Caching

Caching is storing frequently accessed data in a faster storage layer to reduce latency, database load, and improve throughput. It’s one of the most effective techniques for scaling systems.

Why Caching?


Without Cache:                    With Cache:
┌────────┐     ┌────────┐        ┌────────┐     ┌───────┐     ┌────────┐
│ Client │────▶│   DB   │        │ Client │────▶│ Cache │────▶│   DB   │
└────────┘     └────────┘        └────────┘     └───────┘     └────────┘
   Every request hits DB            Cache hit: ~1ms
   Latency: 10-100ms                Cache miss: falls through to DB

Benefit	Description
Reduced Latency	Memory access (~1ms) vs disk/network (~10-100ms)
Lower DB Load	Fewer queries hit the database
Higher Throughput	Serve more requests with same resources
Cost Savings	Reduce expensive database scaling

Caching Strategies

1. Cache-Aside (Lazy Loading)

Application manages the cache explicitly. Most common pattern.


Read Flow:
┌────────┐  1. Check  ┌───────┐
│  App   │───────────▶│ Cache │
└────────┘            └───────┘
    │                     │
    │ 3. Return          2. Miss
    ▼                     │
┌────────┐  4. Fetch  ┌───────┐
│  App   │◀───────────│  DB   │
└────────┘            └───────┘
    │
    │ 5. Populate cache
    ▼
┌───────┐
│ Cache │
└───────┘


def get_user(user_id):
    # 1. Check cache
    user = cache.get(f"user:{user_id}")
    if user:
        return user  # Cache hit
    
    # 2. Cache miss - fetch from DB
    user = db.query("SELECT * FROM users WHERE id = ?", user_id)
    
    # 3. Populate cache
    cache.set(f"user:{user_id}", user, ttl=3600)
    
    return user

Pros	Cons
Only requested data is cached	Cache miss penalty (extra round trip)
Resilient to cache failures	Data can become stale
Simple to implement	Application manages cache logic

Best for: Read-heavy workloads, data that’s expensive to compute

2. Read-Through

Cache sits between application and database.
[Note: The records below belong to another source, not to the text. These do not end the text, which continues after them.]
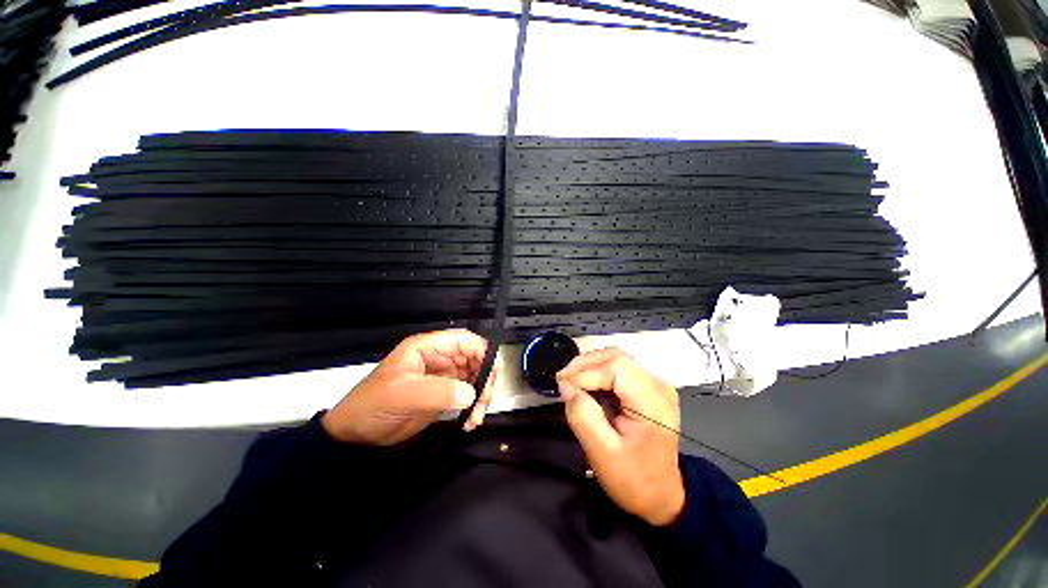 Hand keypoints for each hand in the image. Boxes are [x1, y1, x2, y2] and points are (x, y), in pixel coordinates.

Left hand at [322, 330, 496, 445]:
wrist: (357, 436)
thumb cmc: (374, 405)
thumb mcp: (403, 394)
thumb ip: (439, 391)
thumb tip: (471, 394)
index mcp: (428, 348)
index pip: (462, 340)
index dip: (482, 350)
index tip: (495, 369)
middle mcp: (439, 359)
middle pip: (473, 359)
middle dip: (484, 377)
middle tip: (484, 399)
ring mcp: (442, 378)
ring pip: (474, 378)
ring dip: (481, 395)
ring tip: (477, 416)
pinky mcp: (444, 396)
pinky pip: (467, 396)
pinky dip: (474, 407)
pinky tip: (470, 421)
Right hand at [557, 348, 684, 525]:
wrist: (661, 495)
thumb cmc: (634, 479)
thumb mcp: (602, 454)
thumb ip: (583, 416)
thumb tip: (566, 385)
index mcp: (653, 403)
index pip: (616, 368)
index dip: (586, 372)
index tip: (563, 385)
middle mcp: (659, 385)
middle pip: (616, 357)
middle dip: (584, 365)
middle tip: (562, 380)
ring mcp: (654, 384)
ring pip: (615, 358)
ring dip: (589, 366)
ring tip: (570, 381)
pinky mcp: (647, 386)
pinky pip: (618, 368)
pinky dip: (597, 371)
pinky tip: (584, 384) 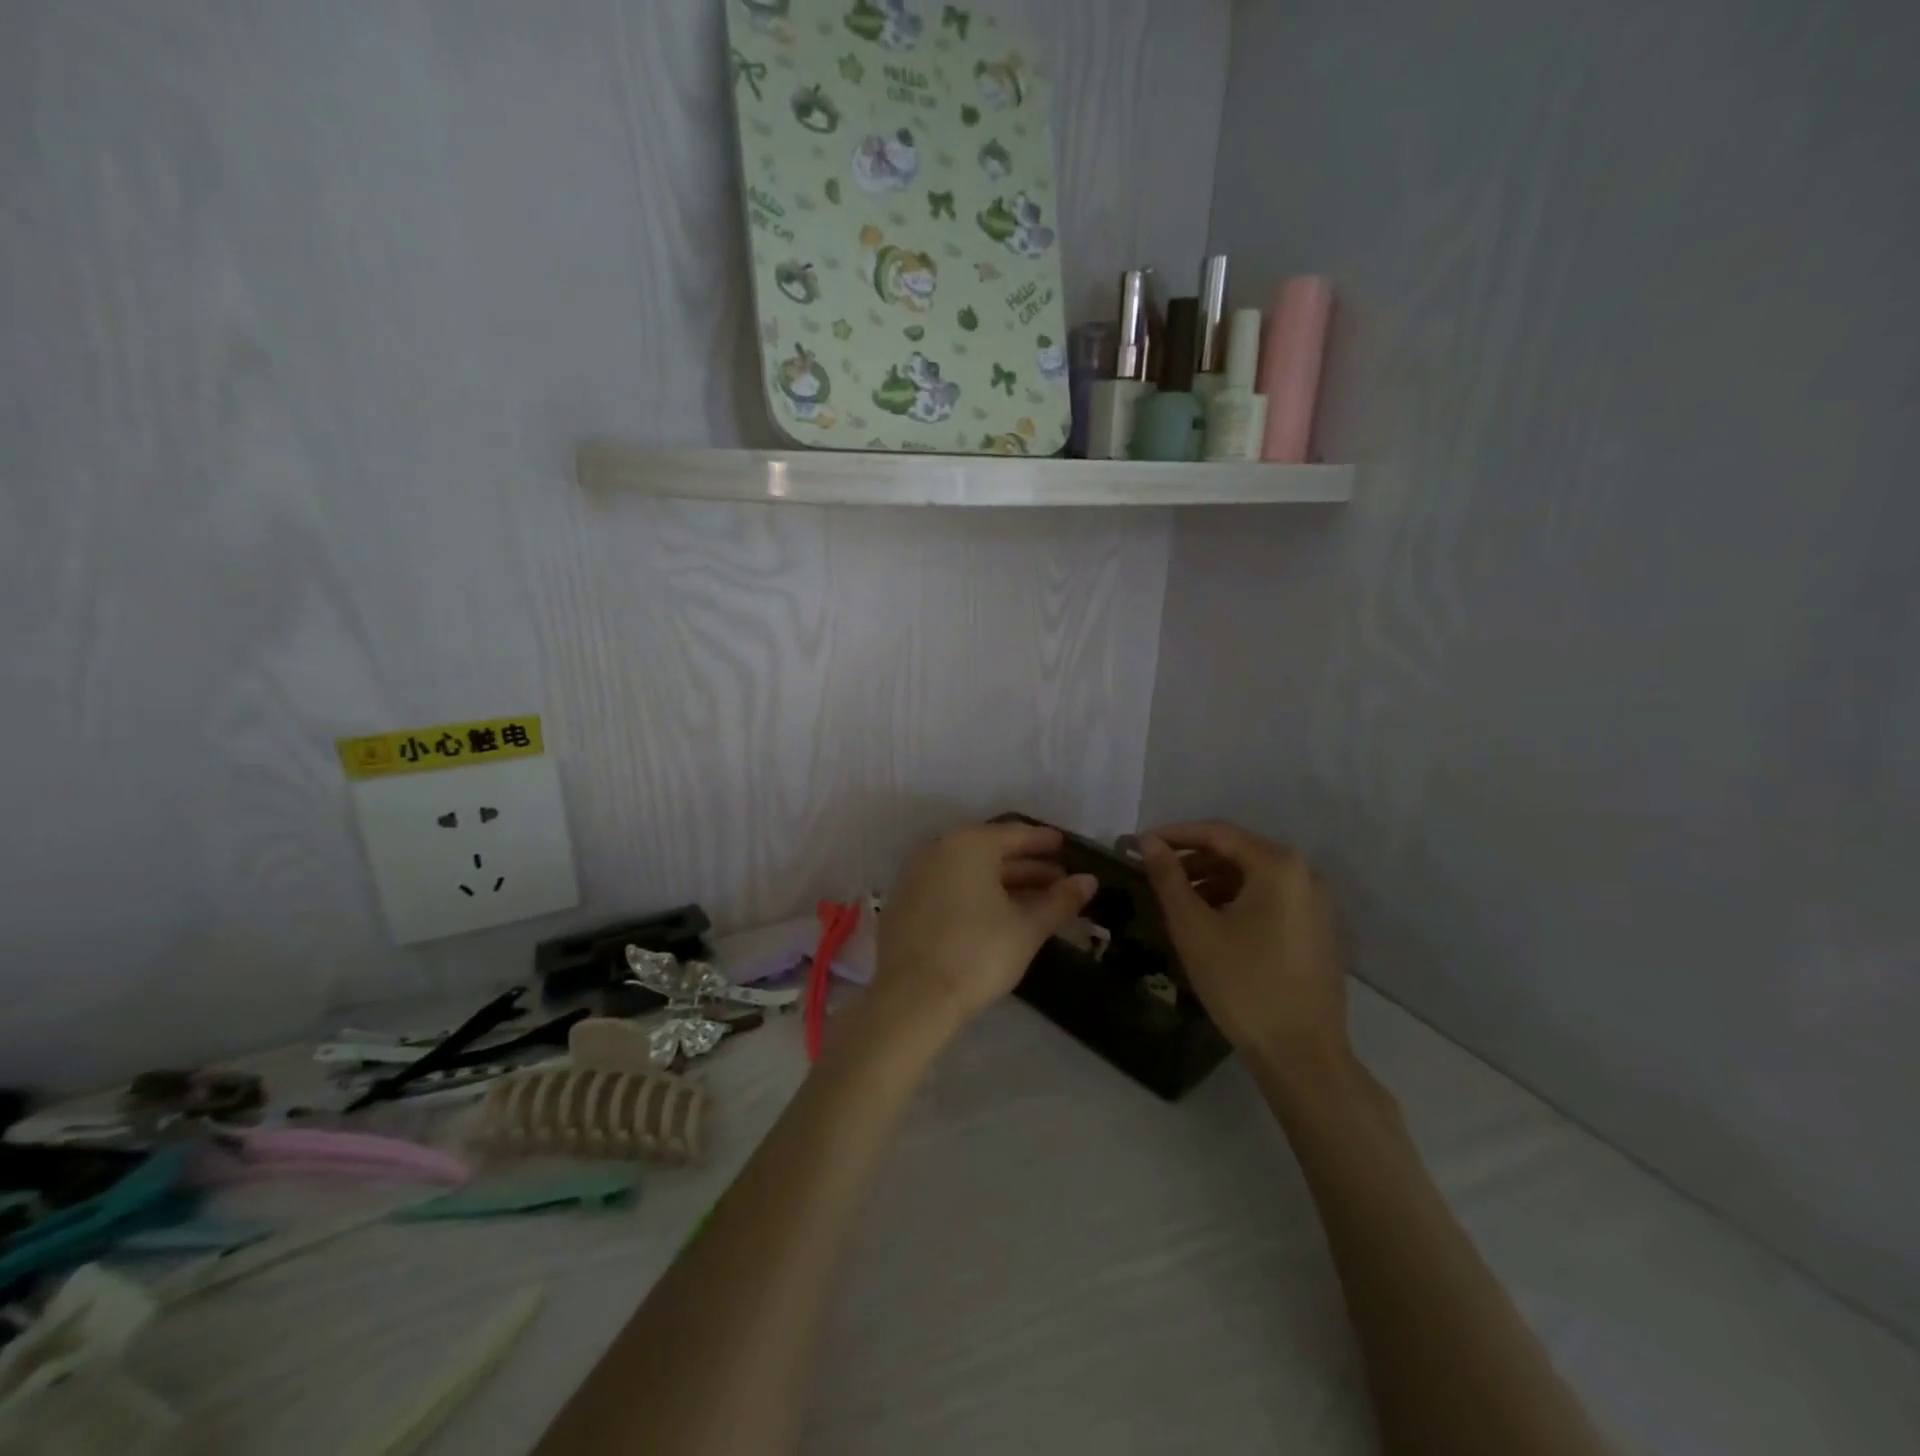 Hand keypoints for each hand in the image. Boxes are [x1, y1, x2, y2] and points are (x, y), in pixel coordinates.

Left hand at [873, 822, 1096, 1037]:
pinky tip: (998, 915)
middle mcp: (939, 848)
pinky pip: (951, 886)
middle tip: (1060, 881)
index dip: (1045, 842)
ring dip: (1004, 882)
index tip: (1066, 847)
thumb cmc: (977, 954)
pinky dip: (977, 894)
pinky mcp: (906, 902)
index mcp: (969, 844)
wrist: (911, 999)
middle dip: (1028, 867)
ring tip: (1037, 901)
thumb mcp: (1027, 928)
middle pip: (992, 851)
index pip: (1016, 834)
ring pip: (971, 871)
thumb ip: (1060, 901)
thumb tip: (1089, 881)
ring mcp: (917, 874)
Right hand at [1140, 821, 1347, 1068]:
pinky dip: (1235, 900)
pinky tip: (1210, 922)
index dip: (1174, 835)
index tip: (1138, 845)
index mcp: (1277, 865)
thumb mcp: (1194, 927)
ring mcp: (1314, 902)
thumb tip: (1147, 842)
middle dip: (1192, 860)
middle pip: (1237, 851)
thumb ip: (1168, 877)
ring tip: (1176, 902)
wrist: (1302, 1054)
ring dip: (1211, 881)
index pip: (1216, 833)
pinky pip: (1268, 898)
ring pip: (1252, 876)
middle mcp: (1303, 873)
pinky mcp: (1316, 928)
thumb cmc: (1242, 984)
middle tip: (1154, 874) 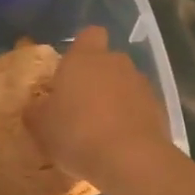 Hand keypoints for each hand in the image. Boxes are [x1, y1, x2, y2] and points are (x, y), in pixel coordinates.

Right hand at [26, 25, 175, 187]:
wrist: (131, 160)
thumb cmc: (77, 133)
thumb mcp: (41, 126)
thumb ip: (36, 111)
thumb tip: (35, 107)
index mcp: (84, 58)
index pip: (89, 35)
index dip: (81, 49)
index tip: (70, 70)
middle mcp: (116, 63)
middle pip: (107, 61)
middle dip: (96, 77)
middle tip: (80, 104)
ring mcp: (141, 84)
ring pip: (125, 84)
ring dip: (115, 99)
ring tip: (101, 128)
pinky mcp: (159, 108)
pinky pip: (139, 107)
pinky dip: (131, 119)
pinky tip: (120, 142)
Cache itself fetches data on miss.


┌────────┐         ┌───────┐         ┌────────┐
│  App   │────────▶│ Cache │────────▶│   DB   │
└────────┘         └───────┘         └────────┘
                       │
              Automatically fetches
              on cache miss

Pros	Cons
Simpler application code	Cache library must support DB access
Consistent read pattern	Less flexibility

Best for: When using cache providers with built-in read-through support

3. Write-Through

Every write goes to both cache and database synchronously.


Write Flow:
┌────────┐  1. Write  ┌───────┐  2. Write  ┌────────┐
│  App   │───────────▶│ Cache │───────────▶│   DB   │
└────────┘            └───────┘            └────────┘
                          │
                    Both updated
                    synchronously


def update_user(user_id, data):
    # Write to DB first
    db.update("UPDATE users SET ... WHERE id = ?", data, user_id)
    
    # Then update cache
    cache.set(f"user:{user_id}", data, ttl=3600)

Pros	Cons
Cache always consistent with DB	Higher write latency (2 writes)
No stale data	Every write hits both stores
Simple mental model	Writes to data never read waste cache space

Best for: Data where consistency is critical, read-after-write scenarios

4. Write-Behind (Write-Back)

Writes go to cache immediately, then asynchronously persisted to database.


Write Flow:
┌────────┐  1. Write  ┌───────┐
│  App   │───────────▶│ Cache │  (returns immediately)
└────────┘            └───────┘
                          │
                    2. Async write
                    (batched/delayed)
                          ▼
                      ┌────────┐
                      │   DB   │
                      └────────┘

Pros	Cons
Lowest write latency	Risk of data loss if cache fails
Batch writes to DB	Complex to implement correctly
Absorbs write spikes	Eventual consistency

Best for: High write throughput, analytics, metrics, non-critical data

5. Write-Around

Writes go directly to DB, bypassing cache. Cache populated only on reads.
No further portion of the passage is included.